REQUIRED ACTION -> Return every line of the data below, exactly.

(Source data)
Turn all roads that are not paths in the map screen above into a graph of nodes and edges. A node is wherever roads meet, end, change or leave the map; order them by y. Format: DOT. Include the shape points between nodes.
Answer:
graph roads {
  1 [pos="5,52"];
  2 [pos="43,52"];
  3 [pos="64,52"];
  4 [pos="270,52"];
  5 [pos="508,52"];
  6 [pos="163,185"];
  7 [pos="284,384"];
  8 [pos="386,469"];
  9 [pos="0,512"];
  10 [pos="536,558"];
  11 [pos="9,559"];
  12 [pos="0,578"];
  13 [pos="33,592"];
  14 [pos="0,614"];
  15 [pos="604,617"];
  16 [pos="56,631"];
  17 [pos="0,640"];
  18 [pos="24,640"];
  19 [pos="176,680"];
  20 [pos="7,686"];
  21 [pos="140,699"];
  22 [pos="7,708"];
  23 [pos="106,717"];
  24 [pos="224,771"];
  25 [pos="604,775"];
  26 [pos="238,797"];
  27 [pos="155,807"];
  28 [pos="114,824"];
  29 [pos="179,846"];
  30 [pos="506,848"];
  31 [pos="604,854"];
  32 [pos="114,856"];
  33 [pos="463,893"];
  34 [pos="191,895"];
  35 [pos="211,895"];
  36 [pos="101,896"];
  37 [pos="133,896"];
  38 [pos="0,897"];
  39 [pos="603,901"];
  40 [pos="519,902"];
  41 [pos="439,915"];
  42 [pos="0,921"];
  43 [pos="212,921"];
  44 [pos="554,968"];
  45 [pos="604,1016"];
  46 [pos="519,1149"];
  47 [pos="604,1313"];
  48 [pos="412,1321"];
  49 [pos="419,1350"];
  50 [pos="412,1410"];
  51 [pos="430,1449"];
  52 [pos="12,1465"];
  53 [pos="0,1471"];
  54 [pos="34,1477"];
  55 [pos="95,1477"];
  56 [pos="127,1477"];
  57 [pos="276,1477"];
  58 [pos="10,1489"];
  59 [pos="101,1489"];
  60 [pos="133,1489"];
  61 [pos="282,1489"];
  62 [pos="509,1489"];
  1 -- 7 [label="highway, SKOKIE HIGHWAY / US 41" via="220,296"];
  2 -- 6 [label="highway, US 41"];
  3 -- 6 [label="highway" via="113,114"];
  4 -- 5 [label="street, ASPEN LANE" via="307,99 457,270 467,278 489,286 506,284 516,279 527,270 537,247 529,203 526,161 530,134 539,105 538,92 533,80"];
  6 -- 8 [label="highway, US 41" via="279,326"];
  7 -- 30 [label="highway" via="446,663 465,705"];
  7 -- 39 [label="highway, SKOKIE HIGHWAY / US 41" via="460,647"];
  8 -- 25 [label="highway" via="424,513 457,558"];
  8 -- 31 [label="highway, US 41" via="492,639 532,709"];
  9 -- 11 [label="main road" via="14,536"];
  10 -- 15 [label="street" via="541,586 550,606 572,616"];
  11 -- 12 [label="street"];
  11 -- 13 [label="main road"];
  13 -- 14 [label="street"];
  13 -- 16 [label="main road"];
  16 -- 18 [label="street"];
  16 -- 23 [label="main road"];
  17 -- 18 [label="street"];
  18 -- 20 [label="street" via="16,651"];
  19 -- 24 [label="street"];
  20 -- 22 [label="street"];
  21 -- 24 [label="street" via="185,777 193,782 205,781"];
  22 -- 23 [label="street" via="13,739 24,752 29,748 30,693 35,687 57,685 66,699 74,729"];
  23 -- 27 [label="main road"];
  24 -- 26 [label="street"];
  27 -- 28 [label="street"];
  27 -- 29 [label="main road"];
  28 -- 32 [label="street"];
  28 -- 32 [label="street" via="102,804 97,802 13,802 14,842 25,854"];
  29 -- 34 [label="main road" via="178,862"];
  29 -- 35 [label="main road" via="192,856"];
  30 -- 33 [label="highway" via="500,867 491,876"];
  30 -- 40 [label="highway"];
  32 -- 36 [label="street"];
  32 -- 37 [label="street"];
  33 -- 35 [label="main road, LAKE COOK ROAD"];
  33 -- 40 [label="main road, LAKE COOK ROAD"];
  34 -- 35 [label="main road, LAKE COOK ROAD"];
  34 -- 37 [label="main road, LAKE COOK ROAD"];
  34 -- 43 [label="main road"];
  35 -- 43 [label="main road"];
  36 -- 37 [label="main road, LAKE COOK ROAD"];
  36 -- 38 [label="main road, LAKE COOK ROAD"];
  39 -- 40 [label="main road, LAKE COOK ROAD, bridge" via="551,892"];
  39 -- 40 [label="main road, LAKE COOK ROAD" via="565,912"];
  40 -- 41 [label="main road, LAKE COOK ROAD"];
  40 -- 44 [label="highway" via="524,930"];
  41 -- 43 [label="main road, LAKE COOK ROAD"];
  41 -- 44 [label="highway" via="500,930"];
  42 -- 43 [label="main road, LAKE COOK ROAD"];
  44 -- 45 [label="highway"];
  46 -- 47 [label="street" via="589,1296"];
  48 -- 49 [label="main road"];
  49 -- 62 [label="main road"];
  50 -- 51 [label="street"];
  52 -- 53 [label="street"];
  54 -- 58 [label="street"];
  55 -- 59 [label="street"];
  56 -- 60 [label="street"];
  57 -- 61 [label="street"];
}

WRITTEN SOLUTION ->
Turn all roads that are not paths in the map screen above into a graph of nodes and edges. A node is wherever roads meet, end, change or leave the map; order them by y. Format: DOT. Include the shape points between nodes.
Answer:
graph roads {
  1 [pos="5,52"];
  2 [pos="43,52"];
  3 [pos="64,52"];
  4 [pos="270,52"];
  5 [pos="508,52"];
  6 [pos="163,185"];
  7 [pos="284,384"];
  8 [pos="386,469"];
  9 [pos="0,512"];
  10 [pos="536,558"];
  11 [pos="9,559"];
  12 [pos="0,578"];
  13 [pos="33,592"];
  14 [pos="0,614"];
  15 [pos="604,617"];
  16 [pos="56,631"];
  17 [pos="0,640"];
  18 [pos="24,640"];
  19 [pos="176,680"];
  20 [pos="7,686"];
  21 [pos="140,699"];
  22 [pos="7,708"];
  23 [pos="106,717"];
  24 [pos="224,771"];
  25 [pos="604,775"];
  26 [pos="238,797"];
  27 [pos="155,807"];
  28 [pos="114,824"];
  29 [pos="179,846"];
  30 [pos="506,848"];
  31 [pos="604,854"];
  32 [pos="114,856"];
  33 [pos="463,893"];
  34 [pos="191,895"];
  35 [pos="211,895"];
  36 [pos="101,896"];
  37 [pos="133,896"];
  38 [pos="0,897"];
  39 [pos="603,901"];
  40 [pos="519,902"];
  41 [pos="439,915"];
  42 [pos="0,921"];
  43 [pos="212,921"];
  44 [pos="554,968"];
  45 [pos="604,1016"];
  46 [pos="519,1149"];
  47 [pos="604,1313"];
  48 [pos="412,1321"];
  49 [pos="419,1350"];
  50 [pos="412,1410"];
  51 [pos="430,1449"];
  52 [pos="12,1465"];
  53 [pos="0,1471"];
  54 [pos="34,1477"];
  55 [pos="95,1477"];
  56 [pos="127,1477"];
  57 [pos="276,1477"];
  58 [pos="10,1489"];
  59 [pos="101,1489"];
  60 [pos="133,1489"];
  61 [pos="282,1489"];
  62 [pos="509,1489"];
  1 -- 7 [label="highway, SKOKIE HIGHWAY / US 41" via="220,296"];
  2 -- 6 [label="highway, US 41"];
  3 -- 6 [label="highway" via="113,114"];
  4 -- 5 [label="street, ASPEN LANE" via="307,99 457,270 467,278 489,286 506,284 516,279 527,270 537,247 529,203 526,161 530,134 539,105 538,92 533,80"];
  6 -- 8 [label="highway, US 41" via="279,326"];
  7 -- 30 [label="highway" via="446,663 465,705"];
  7 -- 39 [label="highway, SKOKIE HIGHWAY / US 41" via="460,647"];
  8 -- 25 [label="highway" via="424,513 457,558"];
  8 -- 31 [label="highway, US 41" via="492,639 532,709"];
  9 -- 11 [label="main road" via="14,536"];
  10 -- 15 [label="street" via="541,586 550,606 572,616"];
  11 -- 12 [label="street"];
  11 -- 13 [label="main road"];
  13 -- 14 [label="street"];
  13 -- 16 [label="main road"];
  16 -- 18 [label="street"];
  16 -- 23 [label="main road"];
  17 -- 18 [label="street"];
  18 -- 20 [label="street" via="16,651"];
  19 -- 24 [label="street"];
  20 -- 22 [label="street"];
  21 -- 24 [label="street" via="185,777 193,782 205,781"];
  22 -- 23 [label="street" via="13,739 24,752 29,748 30,693 35,687 57,685 66,699 74,729"];
  23 -- 27 [label="main road"];
  24 -- 26 [label="street"];
  27 -- 28 [label="street"];
  27 -- 29 [label="main road"];
  28 -- 32 [label="street"];
  28 -- 32 [label="street" via="102,804 97,802 13,802 14,842 25,854"];
  29 -- 34 [label="main road" via="178,862"];
  29 -- 35 [label="main road" via="192,856"];
  30 -- 33 [label="highway" via="500,867 491,876"];
  30 -- 40 [label="highway"];
  32 -- 36 [label="street"];
  32 -- 37 [label="street"];
  33 -- 35 [label="main road, LAKE COOK ROAD"];
  33 -- 40 [label="main road, LAKE COOK ROAD"];
  34 -- 35 [label="main road, LAKE COOK ROAD"];
  34 -- 37 [label="main road, LAKE COOK ROAD"];
  34 -- 43 [label="main road"];
  35 -- 43 [label="main road"];
  36 -- 37 [label="main road, LAKE COOK ROAD"];
  36 -- 38 [label="main road, LAKE COOK ROAD"];
  39 -- 40 [label="main road, LAKE COOK ROAD, bridge" via="551,892"];
  39 -- 40 [label="main road, LAKE COOK ROAD" via="565,912"];
  40 -- 41 [label="main road, LAKE COOK ROAD"];
  40 -- 44 [label="highway" via="524,930"];
  41 -- 43 [label="main road, LAKE COOK ROAD"];
  41 -- 44 [label="highway" via="500,930"];
  42 -- 43 [label="main road, LAKE COOK ROAD"];
  44 -- 45 [label="highway"];
  46 -- 47 [label="street" via="589,1296"];
  48 -- 49 [label="main road"];
  49 -- 62 [label="main road"];
  50 -- 51 [label="street"];
  52 -- 53 [label="street"];
  54 -- 58 [label="street"];
  55 -- 59 [label="street"];
  56 -- 60 [label="street"];
  57 -- 61 [label="street"];
}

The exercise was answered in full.